"Today, the Senate passed a health care reform bill that reduces costs, expands coverage, and provides stability for North Carolina families. It prevents insurance companies from taking away your coverage when you get sick or discriminating against people with pre-existing coverage conditions. The bill reduces the waste, fraud and abuse that currently exists in the delivery of care, and it will save our country money by decreasing the mounting federal deficit. As we move forward, I will continue working to ensure that North Carolina's families, seniors, and small businesses have a seat at the table."
Spoken like a true statist. What Senator Hagan and her fellow socialist will not acknowledge or concede is that federal and state government regulations are responsible for the rising cost of health care insurance. A study by the Cato Institute goes into great detail on governments role: http://www.cato.org/pubs/pas/pa527.pdf .
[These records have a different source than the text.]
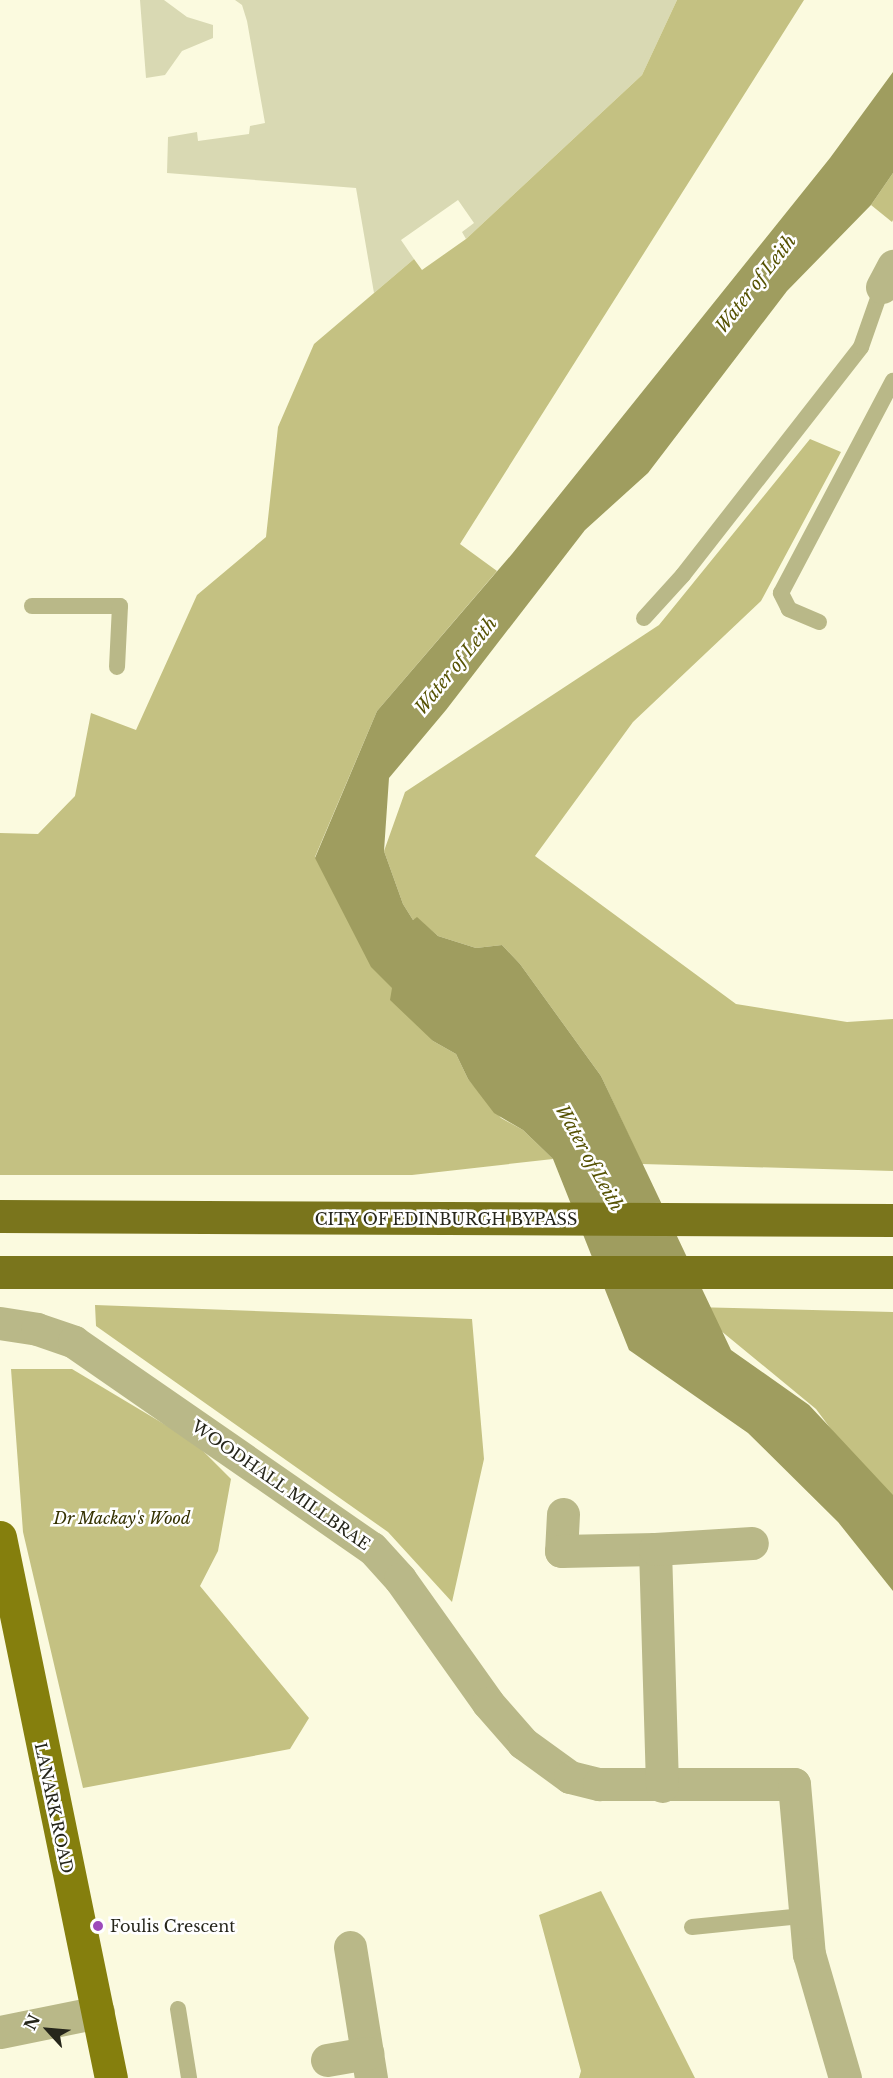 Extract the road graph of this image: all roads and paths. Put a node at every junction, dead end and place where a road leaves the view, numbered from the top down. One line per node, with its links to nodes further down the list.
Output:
1 (888, 277): 4 (lane)
2 (893, 381): 5 (lane)
3 (32, 606): 6 (lane)
4 (644, 618)
5 (819, 622)
6 (117, 667)
7 (0, 1216): 8 (highway, CITY OF EDINBURGH BYPASS)
8 (893, 1220)
9 (0, 1272): 10 (highway)
10 (893, 1272)
11 (0, 1323): 17 (street, WOODHALL MILLBRAE)
12 (563, 1514): 15 (street)
13 (0, 1539): 16 (main road, LANARK ROAD)
14 (752, 1543): 15 (street)
15 (655, 1549): 17 (street)
16 (4, 1587): 22 (main road, LANARK ROAD)
17 (662, 1786): 18 (street, WOODHALL MILLBRAE)
18 (803, 1916): 19 (lane); 28 (street, WOODHALL MILLBRAE)
19 (692, 1927)
20 (350, 1947): 25 (street)
21 (178, 2009): 27 (lane)
22 (98, 2012): 23 (street); 26 (main road, LANARK ROAD)
23 (0, 2032)
24 (327, 2060): 25 (street)
25 (369, 2066)
26 (111, 2078)
27 (189, 2078)
28 (845, 2078)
"The high cost of health services regulation is responsible for more than seven million Americans lacking health insurance, or one in six of the average daily uninsured. Moreover, 4,000 more Americans die every year from costs associated with health services regulation (22,000) than from lack of health insurance (18,000). The annual net cost of health services regulation dwarfs other costs imposed by government intervention in the health care sector. This cost exceeds annual consumer expenditures on gasoline and oil in the United States and is twice the size of the annual output of the motion picture and sound recording industries.
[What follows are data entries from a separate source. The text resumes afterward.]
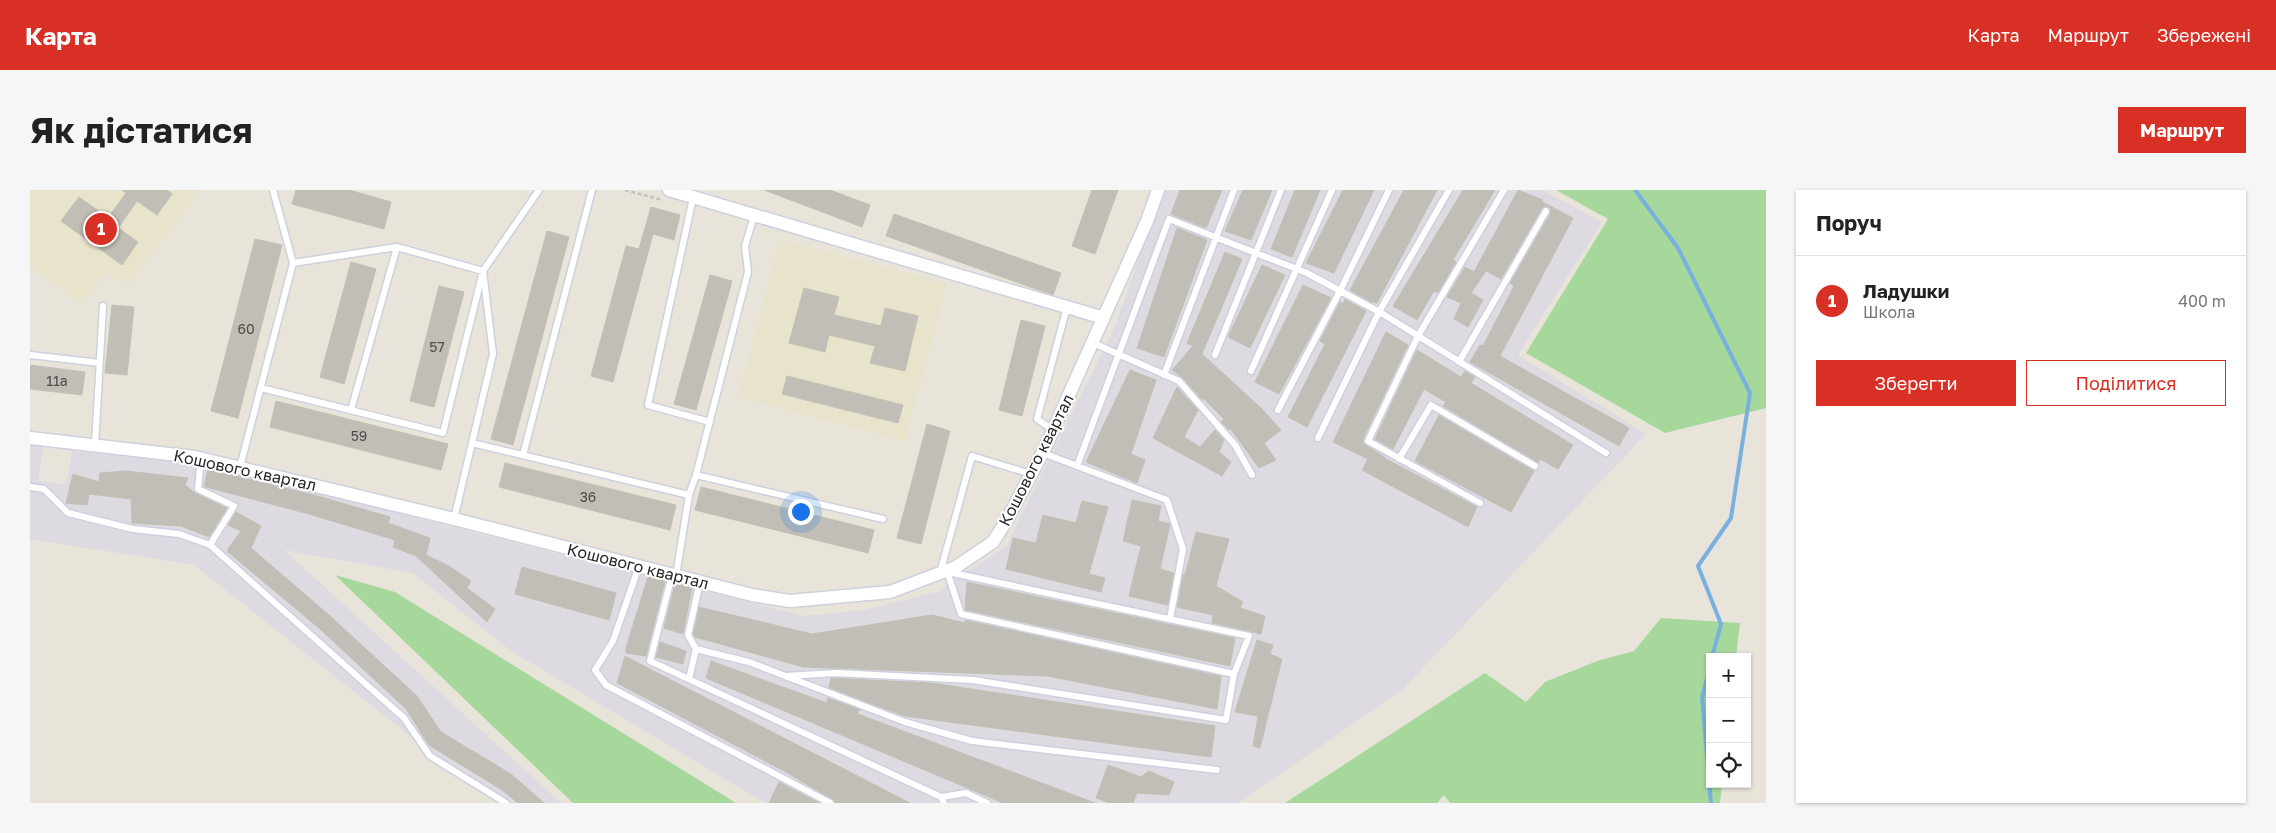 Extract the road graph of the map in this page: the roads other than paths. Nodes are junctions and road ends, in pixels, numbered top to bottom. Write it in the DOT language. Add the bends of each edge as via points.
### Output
graph roads {
  1 [pos="273,190"];
  2 [pos="538,190"];
  3 [pos="592,190"];
  4 [pos="1158,190"];
  5 [pos="1234,190"];
  6 [pos="1280,190"];
  7 [pos="1332,190"];
  8 [pos="1389,190"];
  9 [pos="1449,190"];
  10 [pos="1504,190"];
  11 [pos="673,191"];
  12 [pos="693,198"];
  13 [pos="1546,211"];
  14 [pos="754,216"];
  15 [pos="1214,237"];
  16 [pos="397,247"];
  17 [pos="1254,252"];
  18 [pos="293,263"];
  19 [pos="1296,269"];
  20 [pos="483,271"];
  21 [pos="1340,291"];
  22 [pos="103,306"];
  23 [pos="1067,307"];
  24 [pos="1379,312"];
  25 [pos="1104,318"];
  26 [pos="1418,336"];
  27 [pos="1093,343"];
  28 [pos="1119,355"];
  29 [pos="1215,355"];
  30 [pos="30,356"];
  31 [pos="1459,362"];
  32 [pos="100,364"];
  33 [pos="1250,371"];
  34 [pos="1164,375"];
  35 [pos="261,388"];
  36 [pos="351,410"];
  37 [pos="1278,410"];
  38 [pos="710,422"];
  39 [pos="1053,430"];
  40 [pos="30,438"];
  41 [pos="1318,438"];
  42 [pos="472,443"];
  43 [pos="95,445"];
  44 [pos="1042,453"];
  45 [pos="1606,453"];
  46 [pos="523,455"];
  47 [pos="201,458"];
  48 [pos="1399,459"];
  49 [pos="1077,466"];
  50 [pos="1535,466"];
  51 [pos="240,467"];
  52 [pos="1031,474"];
  53 [pos="696,475"];
  54 [pos="1252,475"];
  55 [pos="30,488"];
  56 [pos="689,495"];
  57 [pos="1480,503"];
  58 [pos="454,519"];
  59 [pos="883,519"];
  60 [pos="210,545"];
  61 [pos="639,566"];
  62 [pos="943,573"];
  63 [pos="674,575"];
  64 [pos="700,582"];
  65 [pos="1170,619"];
  66 [pos="696,649"];
  67 [pos="1234,674"];
  68 [pos="786,676"];
  69 [pos="689,679"];
  70 [pos="1216,770"];
  71 [pos="942,800"];
  72 [pos="506,803"];
  73 [pos="830,803"];
  74 [pos="987,803"];
  1 -- 18 [label="lane"];
  2 -- 20 [label="lane"];
  3 -- 46 [label="lane"];
  4 -- 25 [label="street, Кошового квартал"];
  5 -- 15 [label="lane"];
  6 -- 17 [label="lane"];
  7 -- 19 [label="lane"];
  8 -- 21 [label="lane"];
  9 -- 24 [label="lane"];
  10 -- 26 [label="lane"];
  11 -- 12 [label="street"];
  12 -- 14 [label="street"];
  12 -- 38 [label="lane" via="648,406"];
  13 -- 31 [label="lane"];
  14 -- 23 [label="street"];
  14 -- 38 [label="lane" via="745,246 748,272"];
  15 -- 17 [label="lane"];
  15 -- 28 [label="lane" via="1169,219"];
  15 -- 34 [label="lane"];
  16 -- 18 [label="lane"];
  16 -- 20 [label="lane"];
  16 -- 36 [label="lane"];
  17 -- 19 [label="lane"];
  17 -- 29 [label="lane"];
  18 -- 35 [label="lane"];
  19 -- 21 [label="lane"];
  19 -- 33 [label="lane"];
  20 -- 36 [label="lane" via="443,432"];
  20 -- 42 [label="lane" via="494,354"];
  21 -- 24 [label="lane"];
  21 -- 37 [label="lane"];
  22 -- 32 [label="lane"];
  23 -- 25 [label="street"];
  23 -- 39 [label="lane" via="1037,418"];
  24 -- 26 [label="lane"];
  24 -- 41 [label="lane"];
  25 -- 27 [label="street, Кошового квартал"];
  26 -- 31 [label="lane"];
  26 -- 48 [label="lane" via="1368,442"];
  27 -- 28 [label="lane"];
  27 -- 39 [label="street, Кошового квартал"];
  28 -- 34 [label="lane"];
  28 -- 49 [label="lane"];
  30 -- 32 [label="lane"];
  31 -- 45 [label="lane"];
  32 -- 43 [label="lane"];
  34 -- 54 [label="lane" via="1179,381 1235,445"];
  35 -- 36 [label="lane"];
  35 -- 51 [label="lane"];
  38 -- 53 [label="lane"];
  39 -- 44 [label="street, Кошового квартал"];
  40 -- 43 [label="street, Кошового квартал"];
  42 -- 46 [label="lane"];
  42 -- 58 [label="lane"];
  43 -- 47 [label="street, Кошового квартал"];
  44 -- 49 [label="lane"];
  44 -- 52 [label="street, Кошового квартал"];
  46 -- 56 [label="lane"];
  47 -- 51 [label="street, Кошового квартал"];
  47 -- 60 [label="lane" via="198,489 234,506"];
  48 -- 50 [label="lane" via="1431,405"];
  48 -- 57 [label="lane"];
  49 -- 65 [label="lane" via="1167,500 1183,549"];
  51 -- 58 [label="street, Кошового квартал"];
  52 -- 62 [label="street, Кошового квартал" via="993,542"];
  52 -- 62 [label="lane" via="972,456"];
  53 -- 56 [label="lane"];
  53 -- 59 [label="lane"];
  55 -- 60 [label="lane" via="44,489 68,514 133,529 179,534"];
  56 -- 63 [label="lane"];
  58 -- 61 [label="street, Кошового квартал"];
  60 -- 72 [label="lane" via="404,718 430,756"];
  61 -- 63 [label="street, Кошового квартал"];
  61 -- 73 [label="lane" via="613,641 595,670 606,685"];
  62 -- 64 [label="street, Кошового квартал" via="890,592 790,601"];
  62 -- 65 [label="lane"];
  62 -- 67 [label="lane" via="961,614"];
  63 -- 64 [label="street, Кошового квартал"];
  63 -- 69 [label="lane" via="650,661"];
  64 -- 66 [label="lane" via="688,635"];
  65 -- 67 [label="lane" via="1248,636"];
  66 -- 68 [label="lane" via="750,662"];
  66 -- 69 [label="lane"];
  67 -- 68 [label="lane" via="1226,720 973,680 836,673"];
  68 -- 70 [label="lane" via="905,722 972,741"];
  69 -- 71 [label="lane"];
  71 -- 74 [label="lane" via="966,793"];
}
Senator Hagan in the same press release stated:
"In 1996, the average family premium was $6000. Today it's $12,000. Without health care reform premiums are expected to be $24,000 by 2016."
The Cato Institute addresses this assertion with a different conclusion:"Based on consensus estimates about the impact of higher prices on how many would likely drop health insurance, this increased cost implies a 3.8 percent reduction in the demand for coverage. This translates into 6.8 million uninsured whose plight arguably might be attributed to excess regulatory costs, or roughly one in six of the average daily uninsured."
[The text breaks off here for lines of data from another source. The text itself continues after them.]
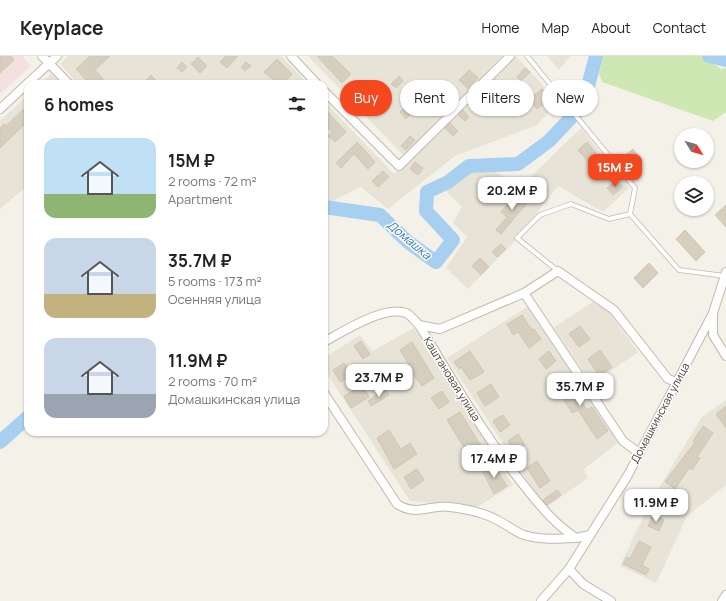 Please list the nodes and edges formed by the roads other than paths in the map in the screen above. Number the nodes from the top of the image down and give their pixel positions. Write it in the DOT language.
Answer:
graph roads {
  1 [pos="42,56"];
  2 [pos="57,56"];
  3 [pos="291,56"];
  4 [pos="510,56"];
  5 [pos="527,56"];
  6 [pos="49,64"];
  7 [pos="32,80"];
  8 [pos="66,80"];
  9 [pos="313,80"];
  10 [pos="24,87"];
  11 [pos="328,95"];
  12 [pos="0,109"];
  13 [pos="630,214"];
  14 [pos="558,271"];
  15 [pos="725,274"];
  16 [pos="524,293"];
  17 [pos="713,313"];
  18 [pos="419,325"];
  19 [pos="328,340"];
  20 [pos="726,356"];
  21 [pos="677,382"];
  22 [pos="328,399"];
  23 [pos="639,452"];
  24 [pos="590,535"];
  25 [pos="576,538"];
  26 [pos="569,569"];
  27 [pos="726,595"];
  28 [pos="541,601"];
  29 [pos="611,601"];
  30 [pos="722,601"];
  1 -- 6 [label="street"];
  2 -- 6 [label="street"];
  3 -- 9 [label="street"];
  4 -- 11 [label="street"];
  5 -- 13 [label="lane"];
  6 -- 7 [label="street"];
  6 -- 8 [label="street"];
  10 -- 12 [label="street"];
  13 -- 14 [label="lane"];
  13 -- 15 [label="lane"];
  14 -- 16 [label="street"];
  14 -- 21 [label="street"];
  15 -- 17 [label="street, Домашкинская улица"];
  16 -- 18 [label="street"];
  16 -- 23 [label="street"];
  17 -- 20 [label="street"];
  17 -- 21 [label="street, Домашкинская улица"];
  18 -- 19 [label="street, Каштановая улица"];
  18 -- 25 [label="street, Каштановая улица"];
  21 -- 23 [label="street, Домашкинская улица"];
  22 -- 25 [label="street"];
  23 -- 24 [label="street, Домашкинская улица"];
  24 -- 25 [label="street"];
  24 -- 26 [label="street, Домашкинская улица"];
  26 -- 28 [label="street, Домашкинская улица"];
  26 -- 29 [label="street"];
  27 -- 30 [label="street"];
}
Senator Kay Hagan's assertion that her bill will cut down on fraud and abuse is laughable. The federal government can't answer for the billions that they lose now. The Cato Institute also addresses this issue with a twist:
"Even though the government collects $2.1 billion in enforcement penalties (treated here as a transfer), the gross cost of health care fraud and abuse regulation is estimated to be $3.2 billion, inclusive of government regulatory costs, industry compliance costs, and efficiency losses from tax collection and regulatory costs. All industry compliance costs (including enforcement penalties) are treated as roughly equivalent to an excise tax."
Senator Hagan and her ilk are all too willing to point at the splinter in the eye of health care providers, while refusing to address the tree truck in their own. If anyone believes that the federal government will provide cheaper coverage, then I've got a Fannie Mae mortgage backed security to sell you.